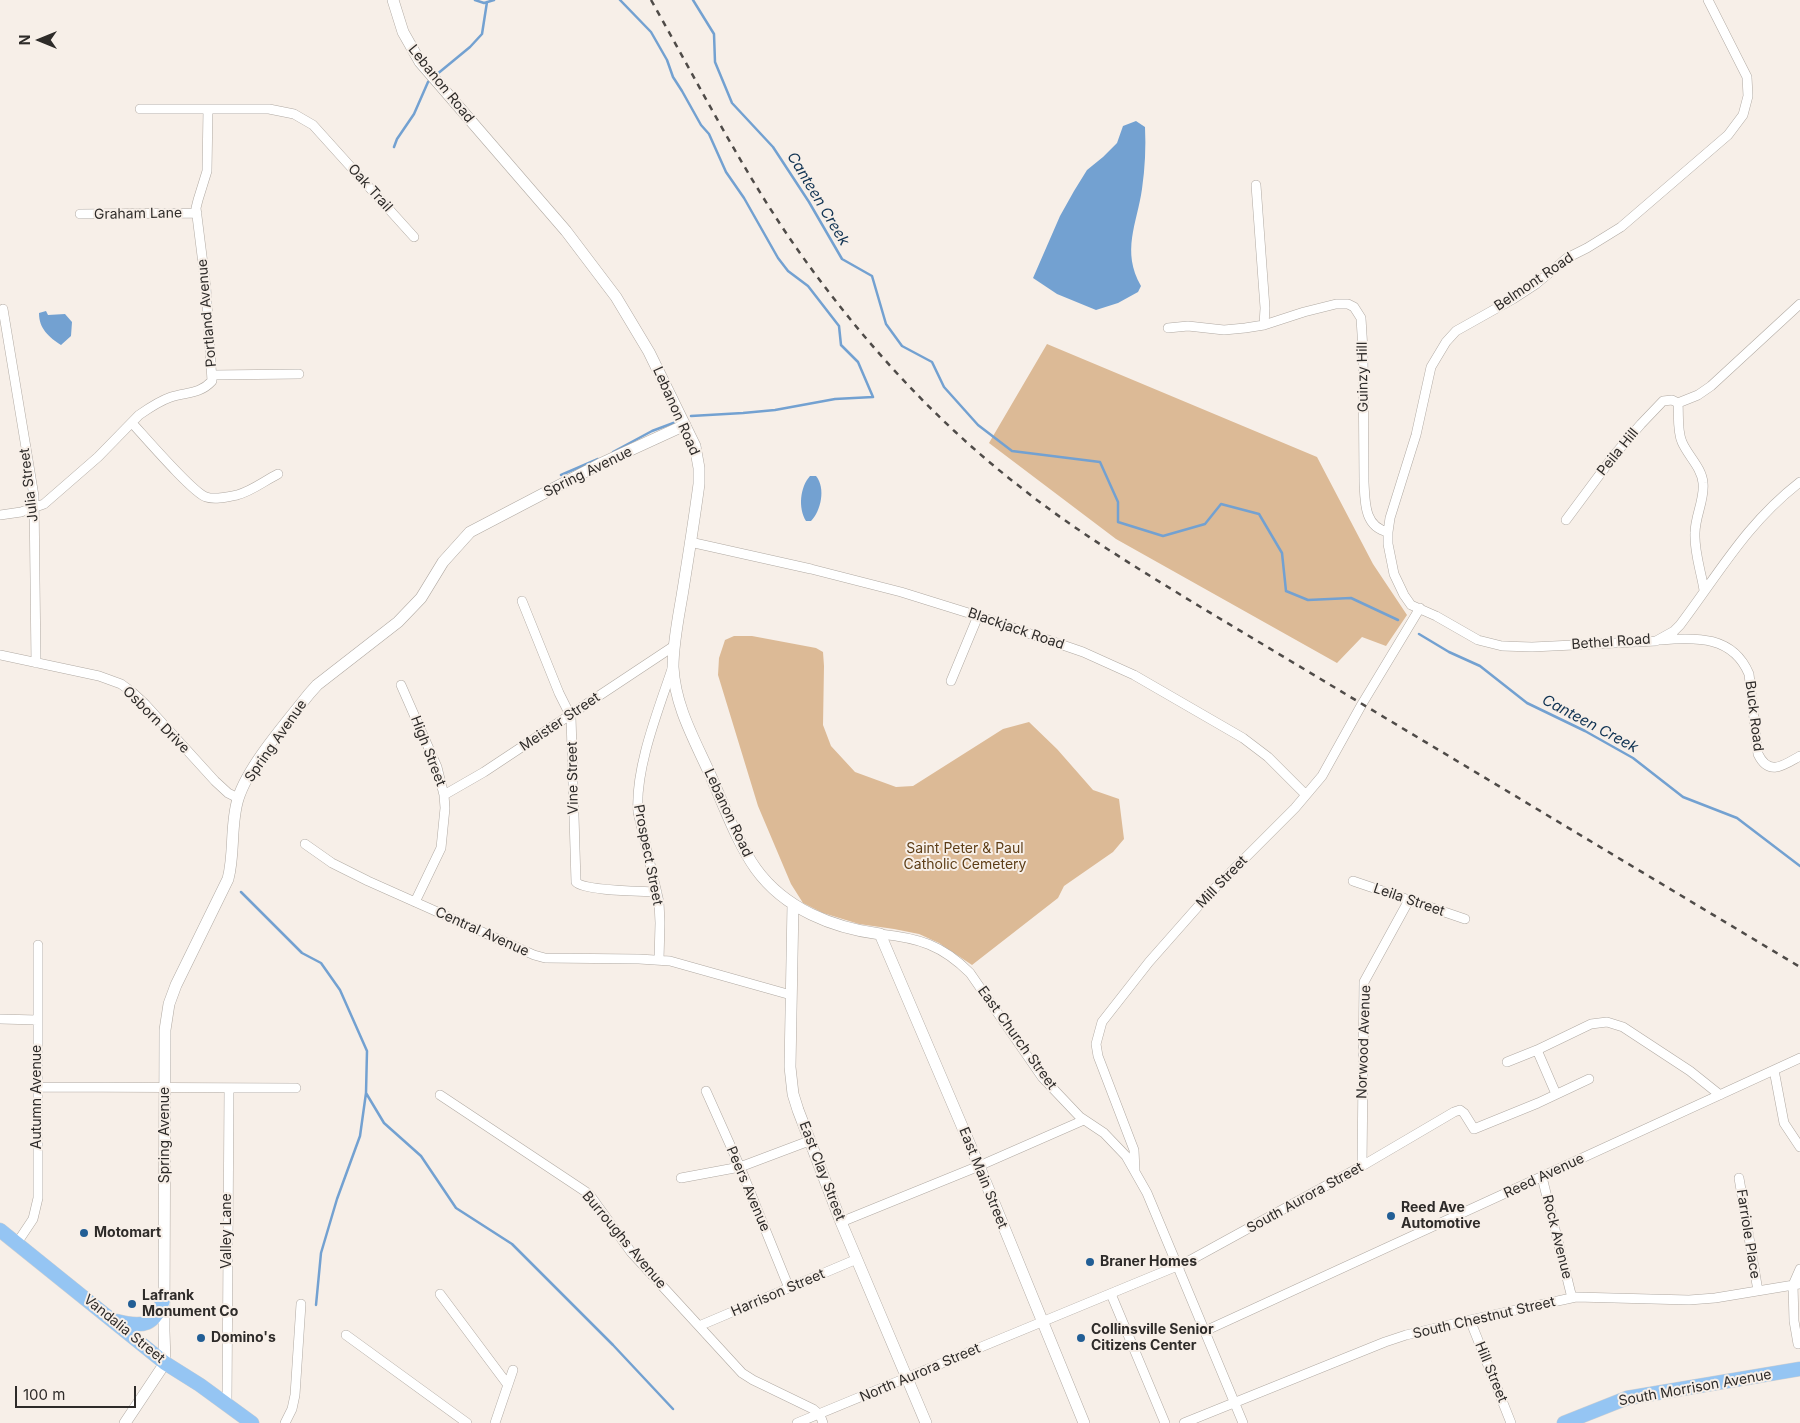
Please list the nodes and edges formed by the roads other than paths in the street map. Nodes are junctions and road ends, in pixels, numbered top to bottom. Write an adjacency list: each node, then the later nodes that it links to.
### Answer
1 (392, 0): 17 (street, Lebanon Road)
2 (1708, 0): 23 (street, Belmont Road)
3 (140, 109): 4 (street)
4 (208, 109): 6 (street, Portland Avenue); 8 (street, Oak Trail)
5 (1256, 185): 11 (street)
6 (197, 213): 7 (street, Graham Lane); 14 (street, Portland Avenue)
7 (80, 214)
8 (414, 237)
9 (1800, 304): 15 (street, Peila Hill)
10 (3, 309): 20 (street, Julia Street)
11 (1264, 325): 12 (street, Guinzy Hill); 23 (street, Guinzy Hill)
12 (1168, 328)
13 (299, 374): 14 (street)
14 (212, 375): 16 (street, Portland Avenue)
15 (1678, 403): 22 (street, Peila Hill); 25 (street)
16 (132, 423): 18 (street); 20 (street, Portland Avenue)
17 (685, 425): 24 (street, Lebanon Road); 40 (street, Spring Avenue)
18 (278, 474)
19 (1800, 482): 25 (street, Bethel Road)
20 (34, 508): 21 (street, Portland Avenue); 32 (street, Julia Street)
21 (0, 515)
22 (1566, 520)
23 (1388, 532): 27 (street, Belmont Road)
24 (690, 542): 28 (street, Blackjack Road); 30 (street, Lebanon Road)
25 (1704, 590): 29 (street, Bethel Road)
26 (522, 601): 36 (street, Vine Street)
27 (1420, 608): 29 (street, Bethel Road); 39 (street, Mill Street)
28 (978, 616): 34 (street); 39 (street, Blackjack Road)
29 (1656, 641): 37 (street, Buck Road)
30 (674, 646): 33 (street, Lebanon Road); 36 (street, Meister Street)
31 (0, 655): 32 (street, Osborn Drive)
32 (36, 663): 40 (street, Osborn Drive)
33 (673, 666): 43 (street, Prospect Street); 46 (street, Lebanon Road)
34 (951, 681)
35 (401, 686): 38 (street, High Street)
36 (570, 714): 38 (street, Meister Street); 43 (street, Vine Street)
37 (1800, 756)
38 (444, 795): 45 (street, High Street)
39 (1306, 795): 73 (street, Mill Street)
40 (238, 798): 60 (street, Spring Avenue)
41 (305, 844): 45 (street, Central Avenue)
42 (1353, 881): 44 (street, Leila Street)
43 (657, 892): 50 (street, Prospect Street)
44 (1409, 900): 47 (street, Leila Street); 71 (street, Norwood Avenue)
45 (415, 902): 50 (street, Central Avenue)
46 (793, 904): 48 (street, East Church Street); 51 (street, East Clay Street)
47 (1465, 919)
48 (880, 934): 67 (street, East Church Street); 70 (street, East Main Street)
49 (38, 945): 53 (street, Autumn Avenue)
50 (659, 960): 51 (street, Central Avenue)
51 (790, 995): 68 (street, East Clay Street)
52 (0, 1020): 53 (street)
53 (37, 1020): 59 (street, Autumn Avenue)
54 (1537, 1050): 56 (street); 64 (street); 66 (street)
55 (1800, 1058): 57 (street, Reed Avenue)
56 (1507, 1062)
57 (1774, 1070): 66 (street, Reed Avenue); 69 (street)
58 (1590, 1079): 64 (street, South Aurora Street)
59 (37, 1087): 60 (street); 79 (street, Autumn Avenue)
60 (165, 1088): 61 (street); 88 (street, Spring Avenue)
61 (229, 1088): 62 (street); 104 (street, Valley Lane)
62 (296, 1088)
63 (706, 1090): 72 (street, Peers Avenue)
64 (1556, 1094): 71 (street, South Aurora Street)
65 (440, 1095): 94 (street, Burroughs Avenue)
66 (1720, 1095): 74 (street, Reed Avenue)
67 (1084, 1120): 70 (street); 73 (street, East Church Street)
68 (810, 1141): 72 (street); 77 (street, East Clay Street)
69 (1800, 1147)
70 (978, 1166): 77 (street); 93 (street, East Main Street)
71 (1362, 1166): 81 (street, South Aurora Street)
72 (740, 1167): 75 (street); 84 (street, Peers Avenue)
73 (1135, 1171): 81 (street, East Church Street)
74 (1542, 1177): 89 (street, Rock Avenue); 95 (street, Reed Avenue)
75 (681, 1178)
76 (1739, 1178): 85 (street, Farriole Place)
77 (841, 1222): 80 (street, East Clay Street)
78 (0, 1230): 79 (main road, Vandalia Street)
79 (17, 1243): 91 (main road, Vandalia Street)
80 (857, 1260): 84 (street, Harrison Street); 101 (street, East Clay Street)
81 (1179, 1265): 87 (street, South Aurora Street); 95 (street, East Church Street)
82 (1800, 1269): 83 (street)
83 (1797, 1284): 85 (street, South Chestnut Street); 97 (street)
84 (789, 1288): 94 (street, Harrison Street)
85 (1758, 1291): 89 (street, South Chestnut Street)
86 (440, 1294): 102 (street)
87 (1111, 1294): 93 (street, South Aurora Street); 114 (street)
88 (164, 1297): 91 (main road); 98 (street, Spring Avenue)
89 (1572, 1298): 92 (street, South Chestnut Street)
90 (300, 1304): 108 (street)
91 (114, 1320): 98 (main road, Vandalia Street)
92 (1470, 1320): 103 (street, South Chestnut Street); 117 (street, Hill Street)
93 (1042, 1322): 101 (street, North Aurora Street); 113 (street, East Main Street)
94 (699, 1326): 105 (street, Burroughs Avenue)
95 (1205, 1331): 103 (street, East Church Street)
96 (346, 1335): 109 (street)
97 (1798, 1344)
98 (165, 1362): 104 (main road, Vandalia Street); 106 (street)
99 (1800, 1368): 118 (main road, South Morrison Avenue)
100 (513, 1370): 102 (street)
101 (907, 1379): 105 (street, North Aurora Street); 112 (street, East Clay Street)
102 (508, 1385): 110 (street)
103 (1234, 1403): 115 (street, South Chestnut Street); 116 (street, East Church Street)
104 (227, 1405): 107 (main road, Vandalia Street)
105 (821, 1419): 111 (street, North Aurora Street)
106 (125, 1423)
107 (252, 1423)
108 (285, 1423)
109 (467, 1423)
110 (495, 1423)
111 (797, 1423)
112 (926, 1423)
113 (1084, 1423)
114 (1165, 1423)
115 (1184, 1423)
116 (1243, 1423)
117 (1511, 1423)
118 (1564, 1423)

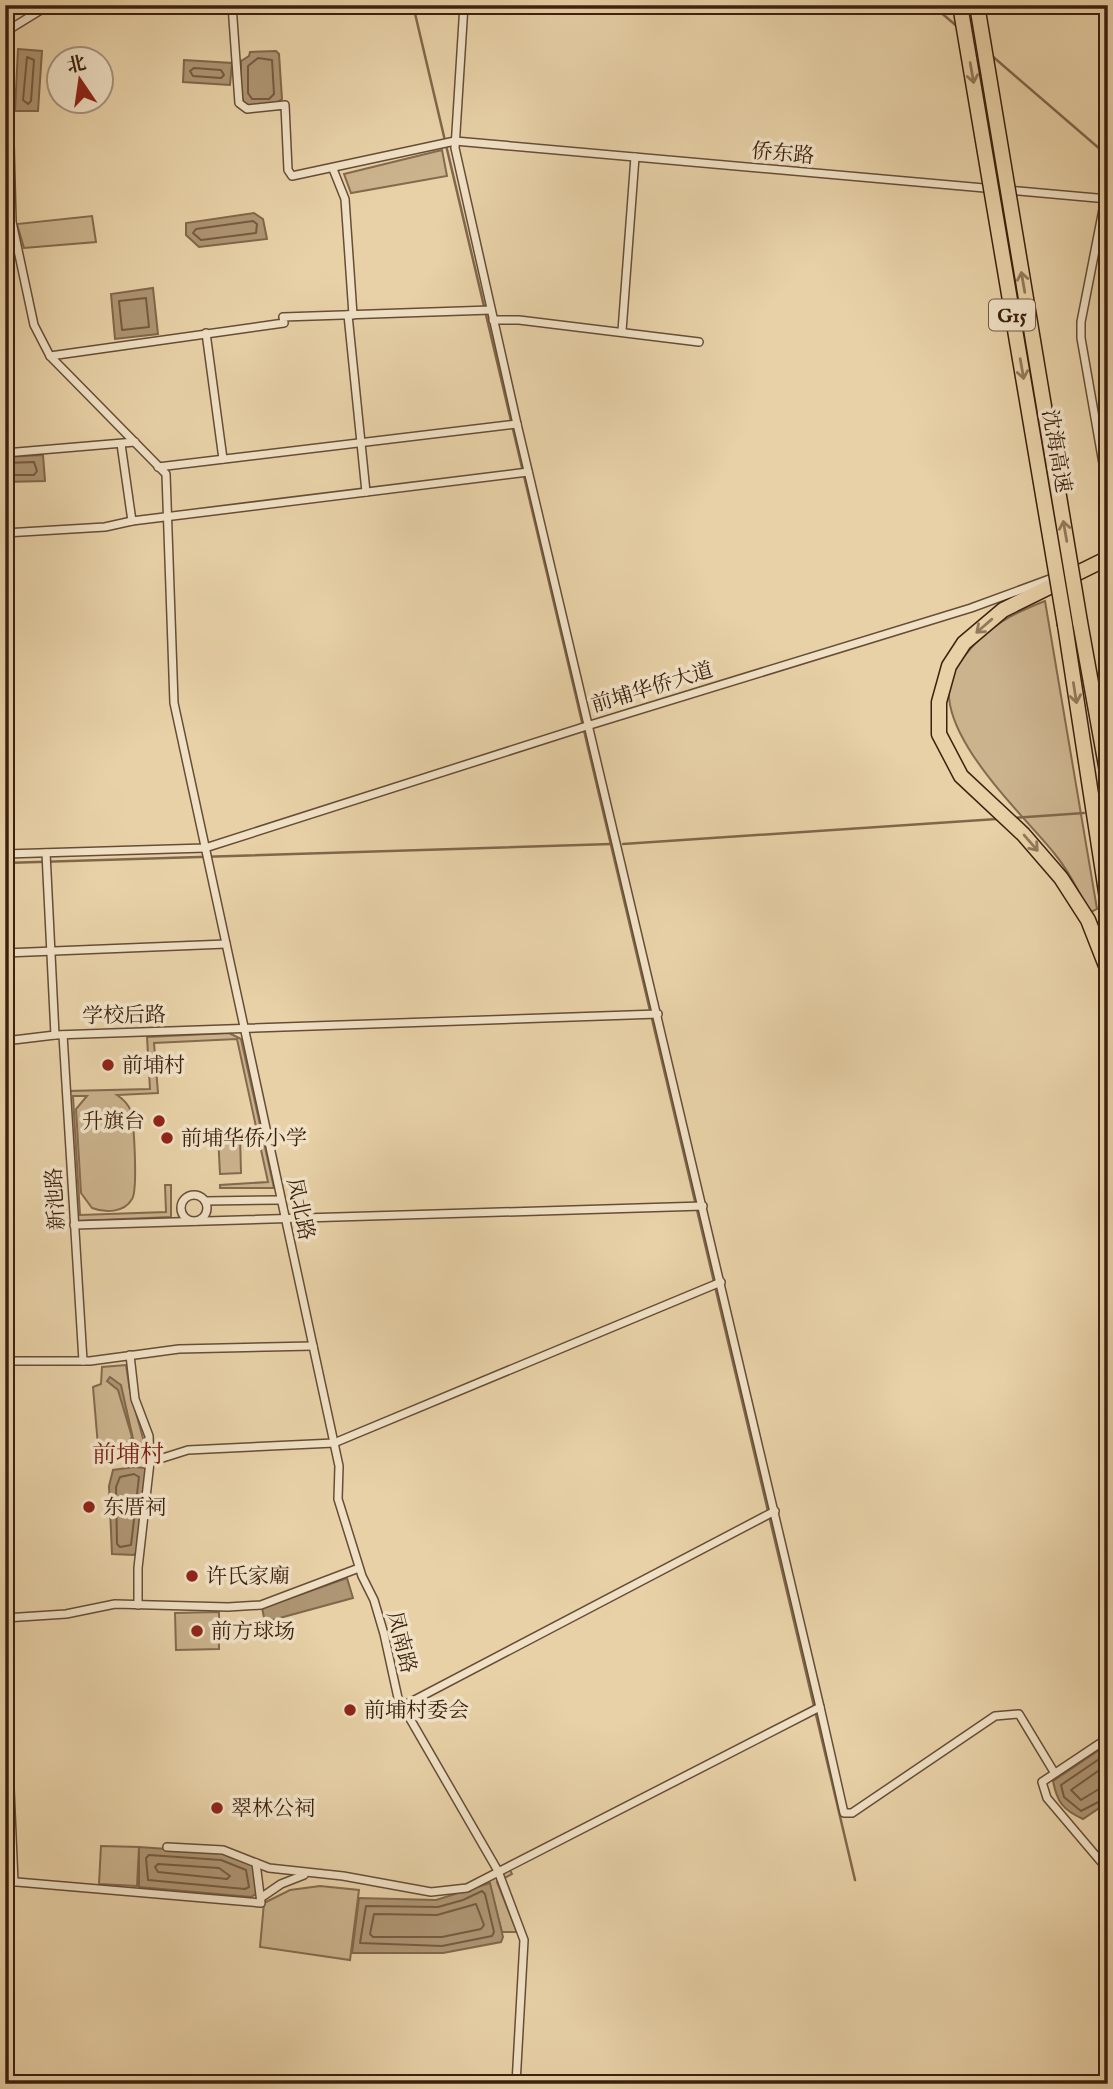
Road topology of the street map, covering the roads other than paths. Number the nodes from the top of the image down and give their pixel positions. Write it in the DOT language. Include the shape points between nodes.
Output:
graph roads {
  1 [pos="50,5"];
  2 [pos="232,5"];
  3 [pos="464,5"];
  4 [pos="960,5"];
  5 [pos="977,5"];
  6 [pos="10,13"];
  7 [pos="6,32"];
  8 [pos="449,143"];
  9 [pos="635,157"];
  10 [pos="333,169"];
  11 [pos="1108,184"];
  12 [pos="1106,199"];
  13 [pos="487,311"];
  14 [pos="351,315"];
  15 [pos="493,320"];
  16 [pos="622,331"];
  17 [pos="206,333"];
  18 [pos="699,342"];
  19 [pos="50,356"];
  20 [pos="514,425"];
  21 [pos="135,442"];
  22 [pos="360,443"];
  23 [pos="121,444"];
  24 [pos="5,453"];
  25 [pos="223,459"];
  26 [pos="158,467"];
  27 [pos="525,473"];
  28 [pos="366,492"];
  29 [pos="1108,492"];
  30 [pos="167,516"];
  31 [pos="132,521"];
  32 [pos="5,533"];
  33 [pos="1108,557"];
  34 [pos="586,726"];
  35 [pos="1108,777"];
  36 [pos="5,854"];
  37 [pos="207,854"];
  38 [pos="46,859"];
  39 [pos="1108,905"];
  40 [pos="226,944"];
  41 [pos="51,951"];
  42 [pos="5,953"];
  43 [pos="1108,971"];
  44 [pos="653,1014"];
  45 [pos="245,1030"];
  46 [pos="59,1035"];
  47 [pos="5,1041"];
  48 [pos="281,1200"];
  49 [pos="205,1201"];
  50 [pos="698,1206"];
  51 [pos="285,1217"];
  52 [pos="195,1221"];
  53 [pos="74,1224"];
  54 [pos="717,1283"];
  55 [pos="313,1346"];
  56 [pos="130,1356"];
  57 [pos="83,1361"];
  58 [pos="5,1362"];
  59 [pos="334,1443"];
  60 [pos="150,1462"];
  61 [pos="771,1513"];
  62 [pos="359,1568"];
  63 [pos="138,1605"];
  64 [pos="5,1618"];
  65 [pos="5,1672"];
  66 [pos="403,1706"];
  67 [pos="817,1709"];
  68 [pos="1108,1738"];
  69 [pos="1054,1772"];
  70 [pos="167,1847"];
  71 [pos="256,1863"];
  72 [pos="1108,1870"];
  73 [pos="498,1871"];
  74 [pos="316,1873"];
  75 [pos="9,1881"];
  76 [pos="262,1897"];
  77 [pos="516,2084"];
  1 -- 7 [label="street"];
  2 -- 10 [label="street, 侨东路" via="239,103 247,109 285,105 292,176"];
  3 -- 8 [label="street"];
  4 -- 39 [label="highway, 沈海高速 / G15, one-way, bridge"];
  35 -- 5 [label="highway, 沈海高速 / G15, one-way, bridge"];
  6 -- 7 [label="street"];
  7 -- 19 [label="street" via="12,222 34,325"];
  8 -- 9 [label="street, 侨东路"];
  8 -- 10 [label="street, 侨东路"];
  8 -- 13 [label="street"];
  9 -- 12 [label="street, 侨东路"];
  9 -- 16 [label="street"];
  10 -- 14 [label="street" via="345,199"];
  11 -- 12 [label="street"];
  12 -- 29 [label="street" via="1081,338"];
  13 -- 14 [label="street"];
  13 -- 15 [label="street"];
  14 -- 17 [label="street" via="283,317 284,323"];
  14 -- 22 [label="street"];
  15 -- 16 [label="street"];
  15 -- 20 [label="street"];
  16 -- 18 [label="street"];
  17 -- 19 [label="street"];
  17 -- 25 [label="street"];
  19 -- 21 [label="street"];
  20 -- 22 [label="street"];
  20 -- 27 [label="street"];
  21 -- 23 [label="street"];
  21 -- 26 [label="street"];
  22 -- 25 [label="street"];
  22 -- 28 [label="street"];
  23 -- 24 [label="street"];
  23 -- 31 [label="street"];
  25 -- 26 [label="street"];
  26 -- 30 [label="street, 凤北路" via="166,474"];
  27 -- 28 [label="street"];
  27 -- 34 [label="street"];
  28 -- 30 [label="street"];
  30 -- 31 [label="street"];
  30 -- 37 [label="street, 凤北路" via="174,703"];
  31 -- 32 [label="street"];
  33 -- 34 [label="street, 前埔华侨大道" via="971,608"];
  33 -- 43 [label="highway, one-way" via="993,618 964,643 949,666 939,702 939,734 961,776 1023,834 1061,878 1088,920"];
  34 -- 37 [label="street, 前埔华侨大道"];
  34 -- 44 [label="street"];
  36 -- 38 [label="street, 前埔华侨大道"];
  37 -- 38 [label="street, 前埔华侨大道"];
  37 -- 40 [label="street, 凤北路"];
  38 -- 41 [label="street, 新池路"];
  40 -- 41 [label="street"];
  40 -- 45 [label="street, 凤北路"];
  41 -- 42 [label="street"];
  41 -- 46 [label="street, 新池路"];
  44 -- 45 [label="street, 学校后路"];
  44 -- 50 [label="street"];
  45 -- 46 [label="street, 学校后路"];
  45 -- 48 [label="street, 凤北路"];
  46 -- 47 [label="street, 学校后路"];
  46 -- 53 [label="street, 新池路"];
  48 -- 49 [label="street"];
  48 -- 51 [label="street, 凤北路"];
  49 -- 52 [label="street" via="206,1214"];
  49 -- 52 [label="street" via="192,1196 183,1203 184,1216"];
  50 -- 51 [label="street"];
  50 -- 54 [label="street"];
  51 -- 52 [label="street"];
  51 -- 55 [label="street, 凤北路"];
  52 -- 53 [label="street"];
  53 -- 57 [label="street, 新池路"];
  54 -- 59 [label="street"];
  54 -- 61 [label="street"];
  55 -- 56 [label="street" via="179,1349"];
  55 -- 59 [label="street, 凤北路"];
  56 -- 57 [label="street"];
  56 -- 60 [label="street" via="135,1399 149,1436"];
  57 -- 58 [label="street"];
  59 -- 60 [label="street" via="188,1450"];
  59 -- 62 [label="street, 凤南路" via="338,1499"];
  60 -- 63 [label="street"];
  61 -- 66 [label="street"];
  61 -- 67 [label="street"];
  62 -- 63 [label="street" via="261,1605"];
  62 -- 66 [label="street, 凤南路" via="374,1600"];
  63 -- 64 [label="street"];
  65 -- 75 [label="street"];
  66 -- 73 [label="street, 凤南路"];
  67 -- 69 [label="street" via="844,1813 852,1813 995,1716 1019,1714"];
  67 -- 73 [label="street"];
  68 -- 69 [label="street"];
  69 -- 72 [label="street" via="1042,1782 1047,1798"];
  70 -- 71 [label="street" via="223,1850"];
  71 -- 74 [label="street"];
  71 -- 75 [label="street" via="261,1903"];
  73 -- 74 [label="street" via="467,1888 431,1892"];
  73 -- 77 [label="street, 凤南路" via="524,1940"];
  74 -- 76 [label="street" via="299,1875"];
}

> _How to complete this task_:
Every line of the entries above that holds "Julia" should be copied out.

> _Exercise answer_:
10 (3, 309): 20 (street, Julia Street)
20 (34, 508): 21 (street, Portland Avenue); 32 (street, Julia Street)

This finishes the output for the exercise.